WHAT YOU ARE ASKED TO DO = Since only the text is wanted, print every entry below exactly and omit the images.

SOURCE RECORDS =
- - - -

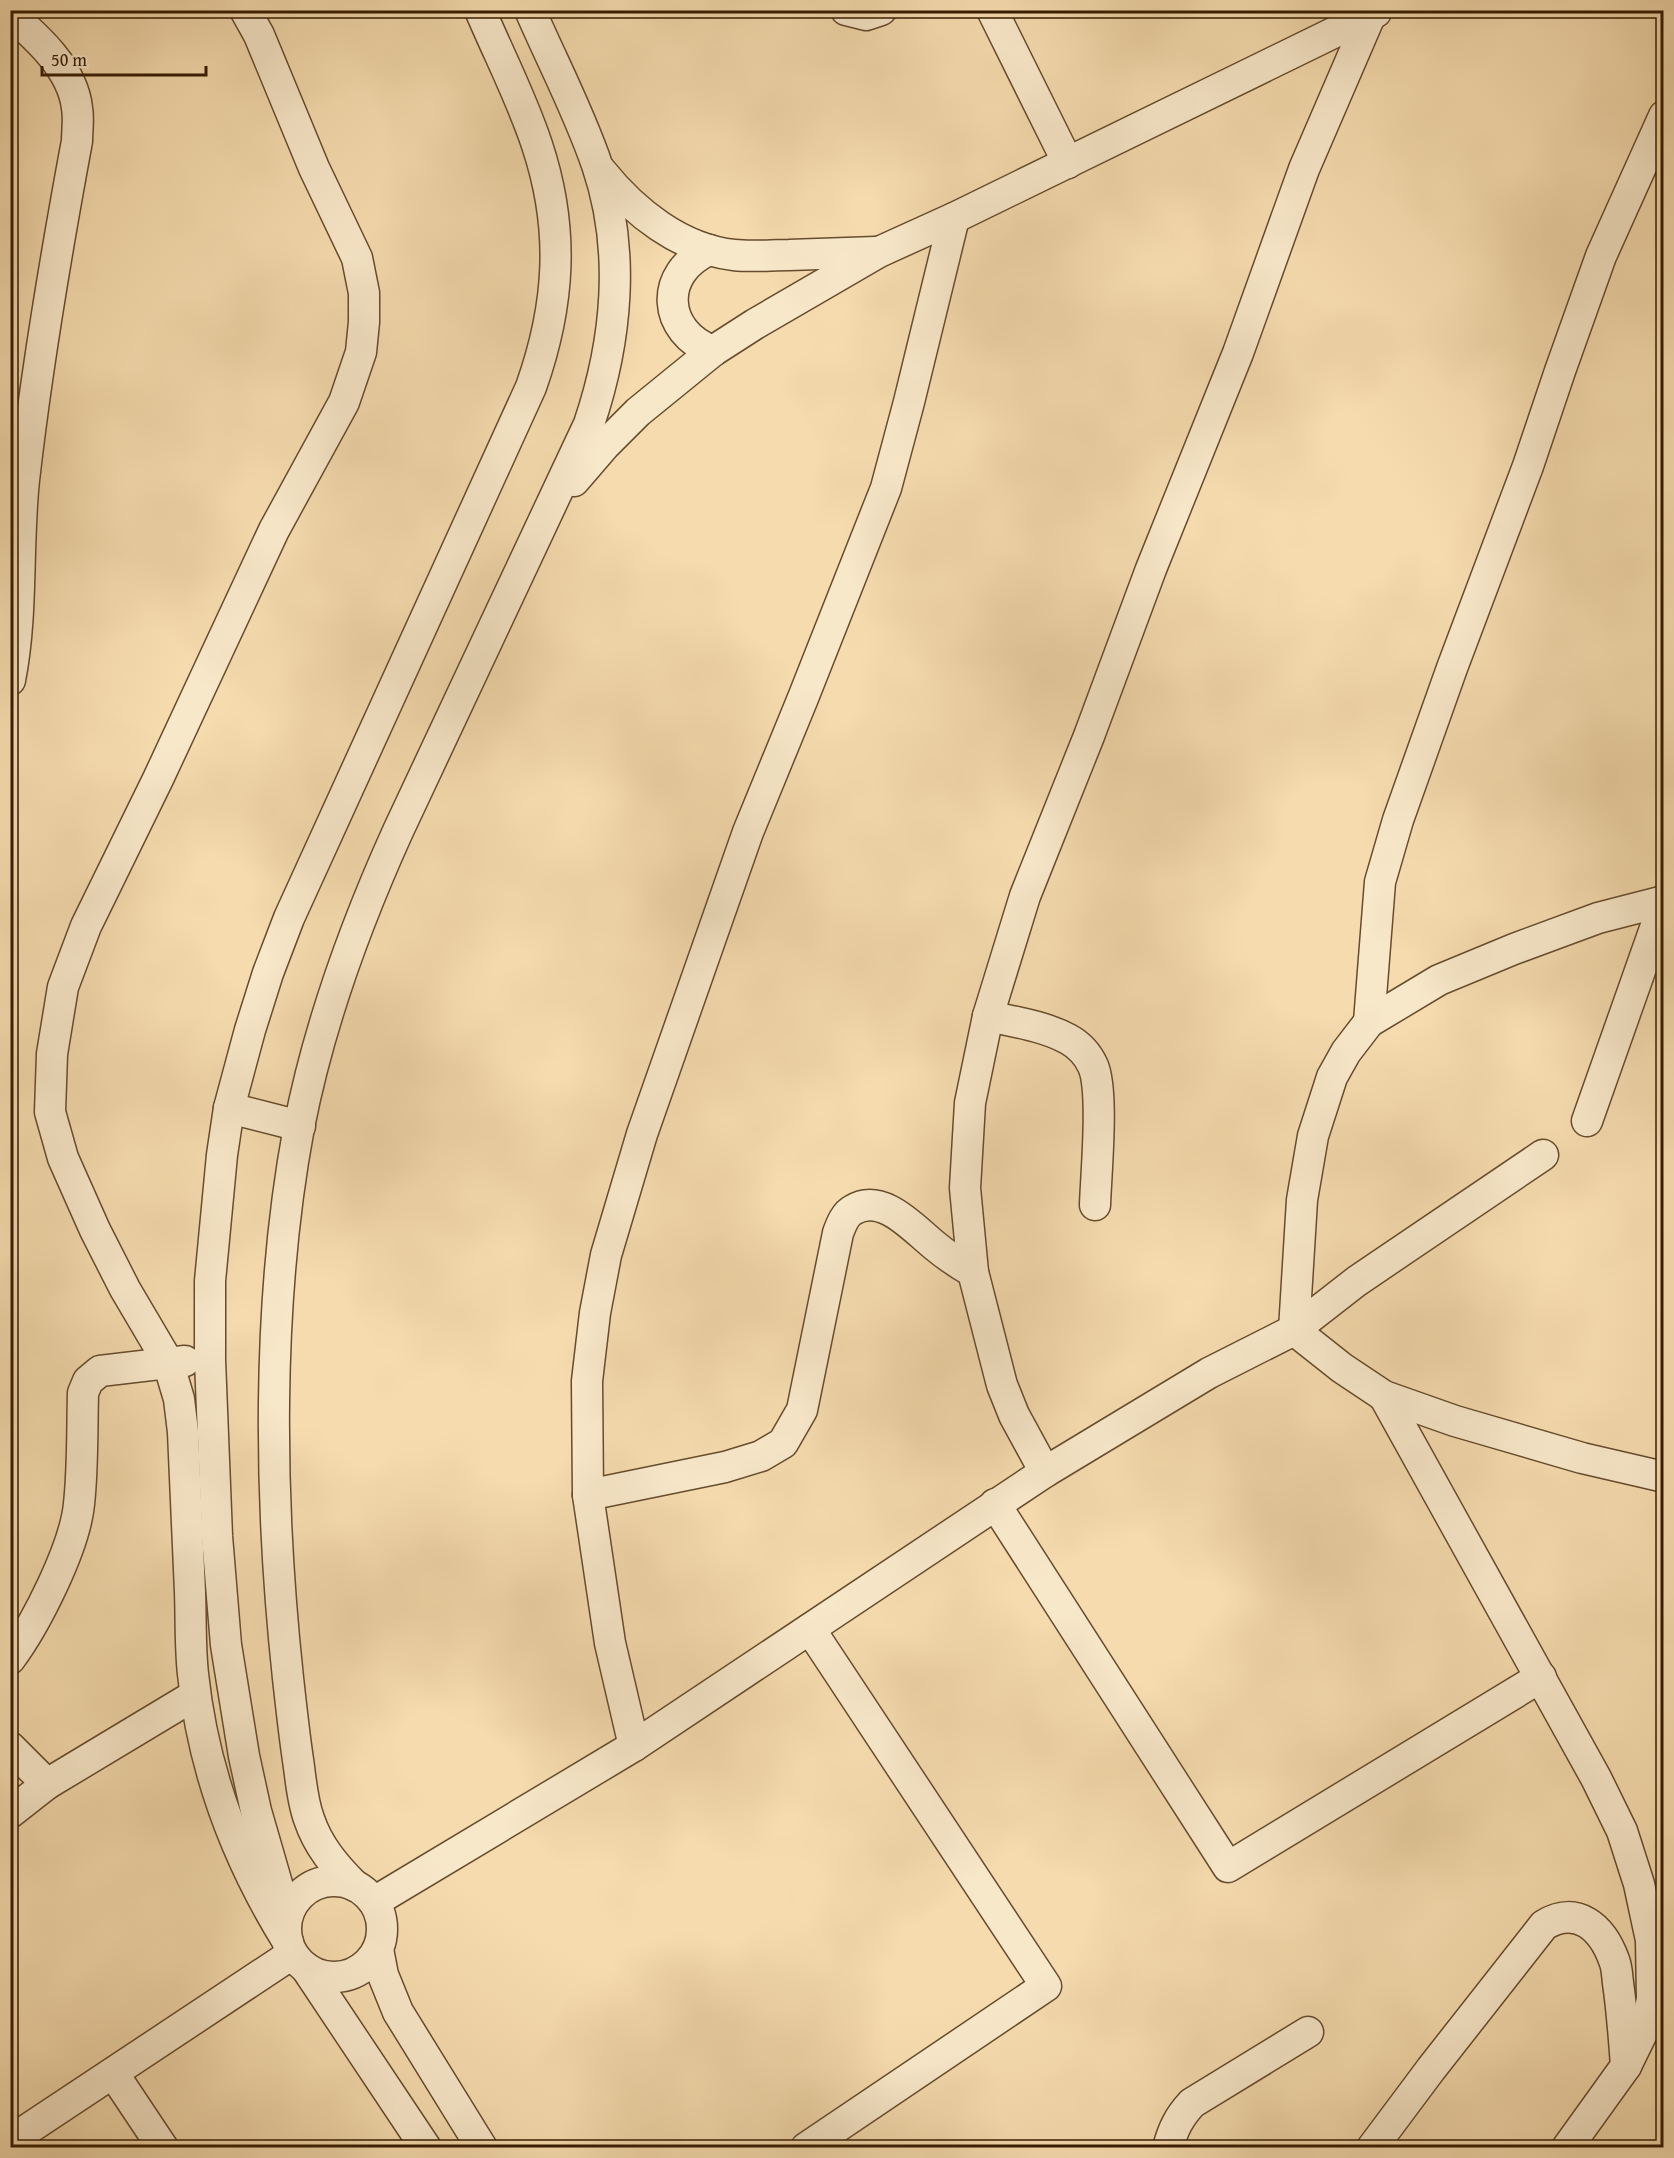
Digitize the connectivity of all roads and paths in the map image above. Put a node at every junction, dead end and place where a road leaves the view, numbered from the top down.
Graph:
1 (245, 10) edge
2 (480, 10) edge
3 (530, 10) edge
4 (846, 10) edge
5 (880, 10) edge
6 (992, 10) edge
7 (1374, 13) edge
8 (10, 14) edge
9 (1664, 116) edge
10 (1068, 163) junction
11 (598, 167) junction
12 (954, 218) junction
13 (709, 250) junction
14 (879, 252) junction
15 (713, 351) junction
16 (547, 515) junction
17 (13, 649) edge
18 (10, 680) edge
19 (1664, 902) edge
20 (988, 1016) junction
21 (1369, 1022) junction
22 (229, 1108) junction
23 (1587, 1121) dead end
24 (300, 1126) junction
25 (1543, 1155) dead end
26 (1095, 1205) dead end
27 (973, 1272) junction
28 (1294, 1330) junction
29 (210, 1360) junction
30 (168, 1362) junction
31 (1384, 1396) junction
32 (1045, 1472) junction
33 (1664, 1477) edge
34 (588, 1495) junction
35 (995, 1504) junction
36 (810, 1629) junction
37 (10, 1659) edge
38 (1541, 1677) junction
39 (195, 1695) junction
40 (634, 1746) junction
41 (10, 1748) edge
42 (47, 1784) junction
43 (10, 1812) edge
44 (365, 1894) junction
45 (293, 1946) junction
46 (378, 1949) junction
47 (1308, 2032) dead end
48 (1626, 2066) junction
49 (113, 2073) junction
50 (10, 2141) edge
51 (163, 2148) edge
52 (426, 2148) edge
53 (482, 2148) edge
54 (806, 2148) edge
55 (1168, 2148) edge
56 (1372, 2148) edge
57 (1567, 2148) edge

1 - 30 street
2 - 22 street
3 - 11 street
4 - 5 street
6 - 10 street
7 - 10 street
7 - 20 street
8 - 17 street
9 - 21 street
10 - 12 street
11 - 13 street
11 - 16 street
12 - 14 street
12 - 34 street
13 - 14 street
13 - 15 street
14 - 15 street
15 - 16 street
16 - 24 street
17 - 18 street
19 - 21 street
19 - 23 street
20 - 26 street
20 - 27 street
21 - 28 street
22 - 24 street
22 - 29 street
24 - 44 street
25 - 28 street
27 - 32 street
27 - 34 street
28 - 31 street
28 - 32 street
29 - 30 street
29 - 45 street
30 - 37 street
30 - 39 street
31 - 33 street
31 - 38 street
32 - 35 street
34 - 40 street
35 - 36 street
35 - 38 street
36 - 40 street
36 - 54 street
38 - 48 street
39 - 42 street
39 - 45 street
40 - 44 street
41 - 42 street
42 - 43 street
44 - 45 street
44 - 46 street
45 - 46 street
45 - 49 street
45 - 52 street
46 - 53 street
47 - 55 street
48 - 56 street
48 - 57 street
49 - 50 street
49 - 51 street

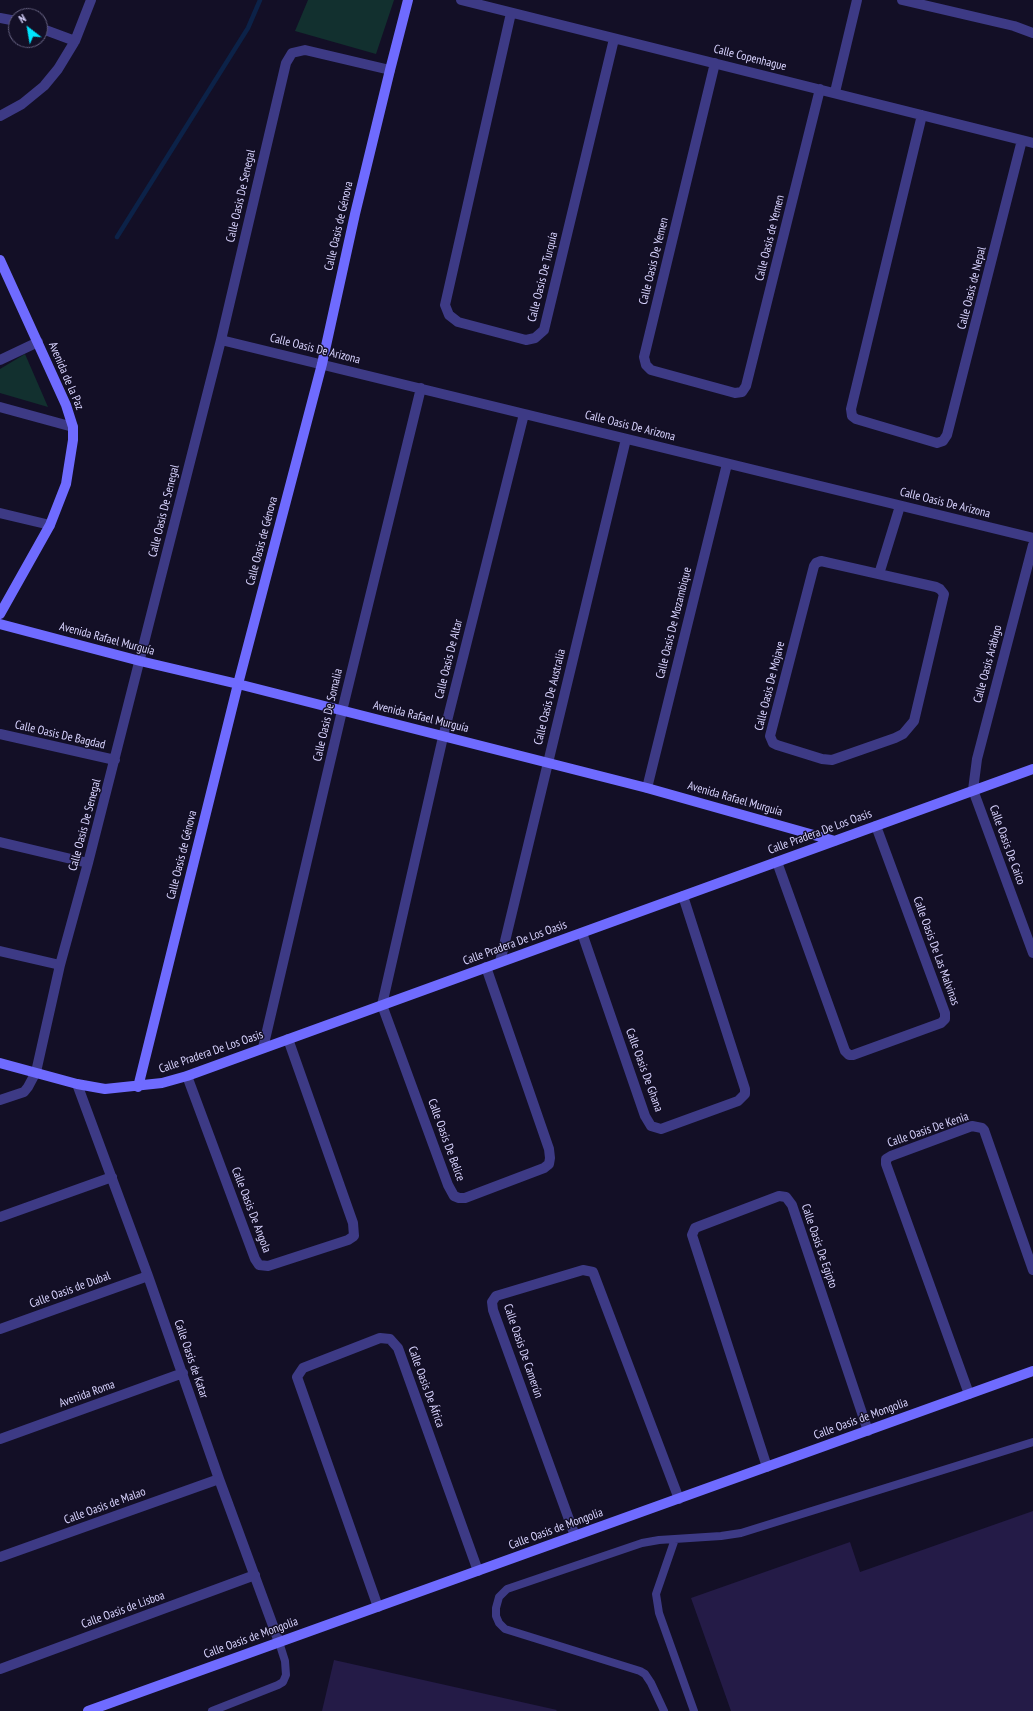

- - - -

OUTPUT =
Digitize the connectivity of all roads and paths in the map image above. Put a node at every junction, dead end and place where a road leaves the view, numbered from the top down.
Graph:
1 (245, 10) edge
2 (480, 10) edge
3 (530, 10) edge
4 (846, 10) edge
5 (880, 10) edge
6 (992, 10) edge
7 (1374, 13) edge
8 (10, 14) edge
9 (1664, 116) edge
10 (1068, 163) junction
11 (598, 167) junction
12 (954, 218) junction
13 (709, 250) junction
14 (879, 252) junction
15 (713, 351) junction
16 (547, 515) junction
17 (13, 649) edge
18 (10, 680) edge
19 (1664, 902) edge
20 (988, 1016) junction
21 (1369, 1022) junction
22 (229, 1108) junction
23 (1587, 1121) dead end
24 (300, 1126) junction
25 (1543, 1155) dead end
26 (1095, 1205) dead end
27 (973, 1272) junction
28 (1294, 1330) junction
29 (210, 1360) junction
30 (168, 1362) junction
31 (1384, 1396) junction
32 (1045, 1472) junction
33 (1664, 1477) edge
34 (588, 1495) junction
35 (995, 1504) junction
36 (810, 1629) junction
37 (10, 1659) edge
38 (1541, 1677) junction
39 (195, 1695) junction
40 (634, 1746) junction
41 (10, 1748) edge
42 (47, 1784) junction
43 (10, 1812) edge
44 (365, 1894) junction
45 (293, 1946) junction
46 (378, 1949) junction
47 (1308, 2032) dead end
48 (1626, 2066) junction
49 (113, 2073) junction
50 (10, 2141) edge
51 (163, 2148) edge
52 (426, 2148) edge
53 (482, 2148) edge
54 (806, 2148) edge
55 (1168, 2148) edge
56 (1372, 2148) edge
57 (1567, 2148) edge

1 - 30 street
2 - 22 street
3 - 11 street
4 - 5 street
6 - 10 street
7 - 10 street
7 - 20 street
8 - 17 street
9 - 21 street
10 - 12 street
11 - 13 street
11 - 16 street
12 - 14 street
12 - 34 street
13 - 14 street
13 - 15 street
14 - 15 street
15 - 16 street
16 - 24 street
17 - 18 street
19 - 21 street
19 - 23 street
20 - 26 street
20 - 27 street
21 - 28 street
22 - 24 street
22 - 29 street
24 - 44 street
25 - 28 street
27 - 32 street
27 - 34 street
28 - 31 street
28 - 32 street
29 - 30 street
29 - 45 street
30 - 37 street
30 - 39 street
31 - 33 street
31 - 38 street
32 - 35 street
34 - 40 street
35 - 36 street
35 - 38 street
36 - 40 street
36 - 54 street
38 - 48 street
39 - 42 street
39 - 45 street
40 - 44 street
41 - 42 street
42 - 43 street
44 - 45 street
44 - 46 street
45 - 46 street
45 - 49 street
45 - 52 street
46 - 53 street
47 - 55 street
48 - 56 street
48 - 57 street
49 - 50 street
49 - 51 street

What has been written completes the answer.